The name was inspired by the Greek words “ganodos” (meaning bright/shining skin) and “derma.” As you might expect, reishi mushroom caps’ tops are highly polished.
The mature reishi caps are shaped like a clam shell, but the young mushrooms look like brilliant-colored fingers until a cap develops. During maturation, reishi mushrooms develop concentric red, orange, and white rings on the caps. The color of each individual fungus varies depending on species and environmental conditions.
Reishis are not gilled mushrooms. They’re polypores, which means the underside of the cap (where the spores are produced) resembles a tiny-pored sponge with lots of small dots. The surface of a reishi pore is white in color.
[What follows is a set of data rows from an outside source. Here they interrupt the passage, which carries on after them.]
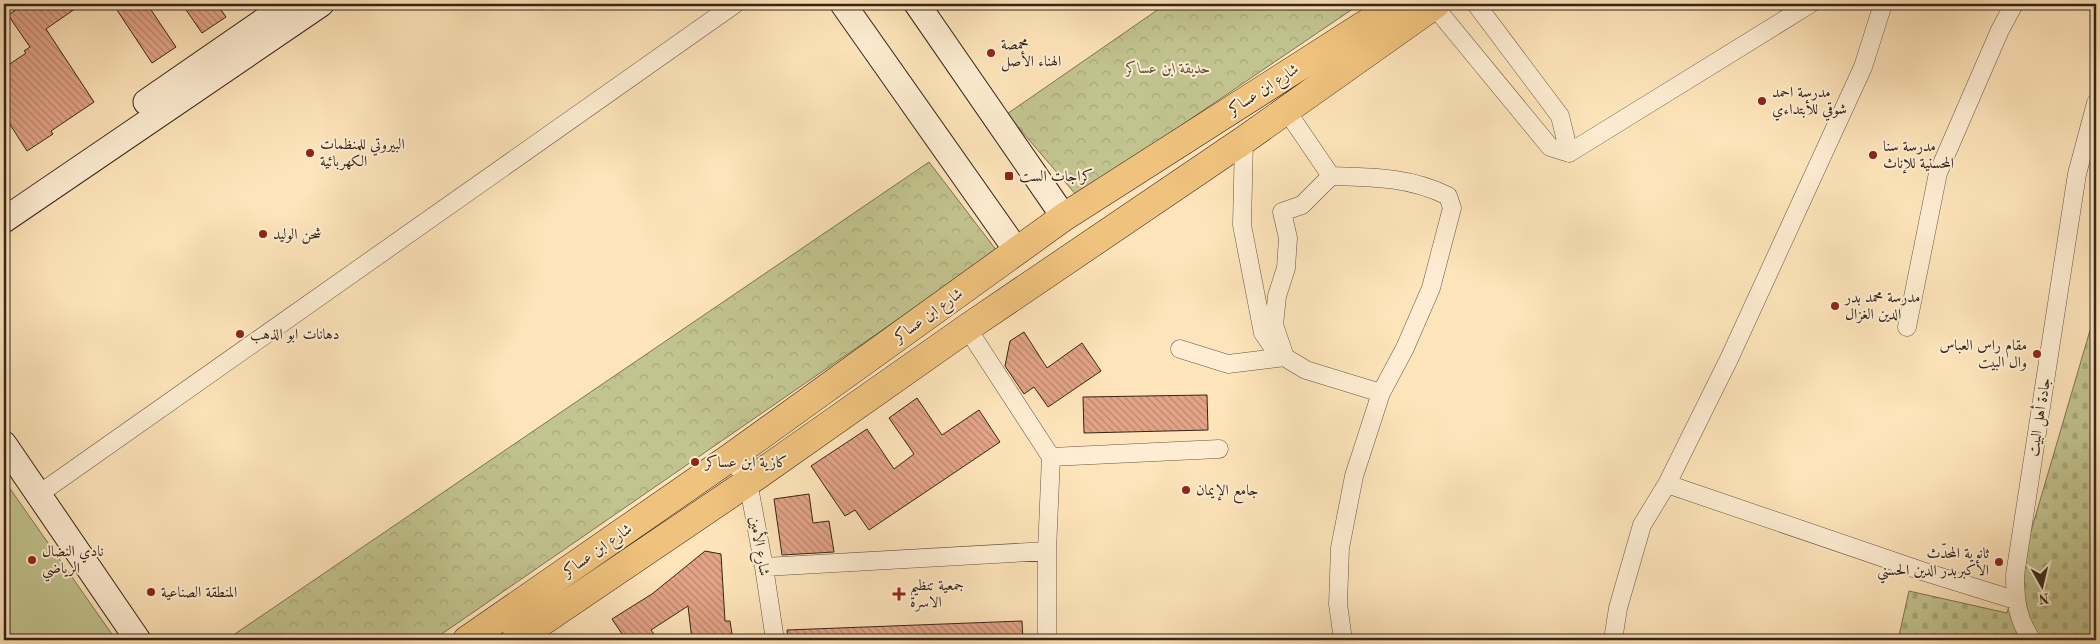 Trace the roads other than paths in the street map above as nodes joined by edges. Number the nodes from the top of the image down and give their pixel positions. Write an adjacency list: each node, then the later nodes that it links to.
1 (288, 4): 17 (main road)
2 (321, 4): 19 (main road)
3 (735, 4): 32 (street)
4 (843, 4): 20 (main road)
5 (917, 4): 18 (main road)
6 (1397, 4): 18 (main road, شارع ابن عساكر)
7 (1476, 4): 15 (street)
8 (1810, 4): 15 (street)
9 (1883, 4): 31 (street)
10 (2014, 4): 21 (street)
11 (1435, 5): 13 (main road, شارع ابن عساكر); 15 (street)
12 (2096, 103): 35 (street, جادة أهل البيت)
13 (1286, 110): 14 (main road, شارع ابن عساكر); 16 (street)
14 (1244, 140): 22 (main road, شارع ابن عساكر); 24 (street)
15 (1569, 153)
16 (1331, 176): 24 (street); 25 (street)
17 (4, 202)
18 (1064, 217): 20 (main road, شارع ابن عساكر)
19 (4, 220)
20 (1017, 250): 28 (main road, شارع ابن عساكر)
21 (1907, 327)
22 (967, 328): 29 (street); 30 (main road, شارع ابن عساكر)
23 (1180, 349): 24 (street)
24 (1285, 357): 25 (street)
25 (1381, 393): 41 (street)
26 (4, 444): 32 (main road)
27 (1219, 449): 29 (street)
28 (732, 457): 30 (street, شارع الأمين); 37 (main road, شارع ابن عساكر)
29 (1051, 457): 33 (street)
30 (748, 482): 34 (street, شارع الأمين); 38 (main road, شارع ابن عساكر)
31 (1667, 484): 35 (street); 42 (street)
32 (39, 494): 36 (main road)
33 (1047, 550): 34 (street); 40 (street)
34 (764, 567): 39 (street, شارع الأمين)
35 (2015, 600): 43 (street, جادة أهل البيت)
36 (138, 640)
37 (467, 640)
38 (515, 640)
39 (775, 640)
40 (1046, 640)
41 (1343, 640)
42 (1613, 640)
43 (2032, 640)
Spore print: If you set a reishi mushroom pore-side down, it should produce a brownish-colored spore print in approximately 6+ hours.
Do reishi mushrooms have poisonous lookalikes?
There are no poisonous look-alikes to reishi mushrooms in North America. The red belted conk (Fomitopsis pinicola) is a reishi lookalike that isn’t harmful.
Are Reishi Mushrooms Rare?
Reishi mushrooms are not uncommon, but finding them in the wild may be challenging because they generally grow high up on trees and their tiny size makes them hard to detect. If you do spot any, it’s preferable to keep the majority of them so that the population can grow.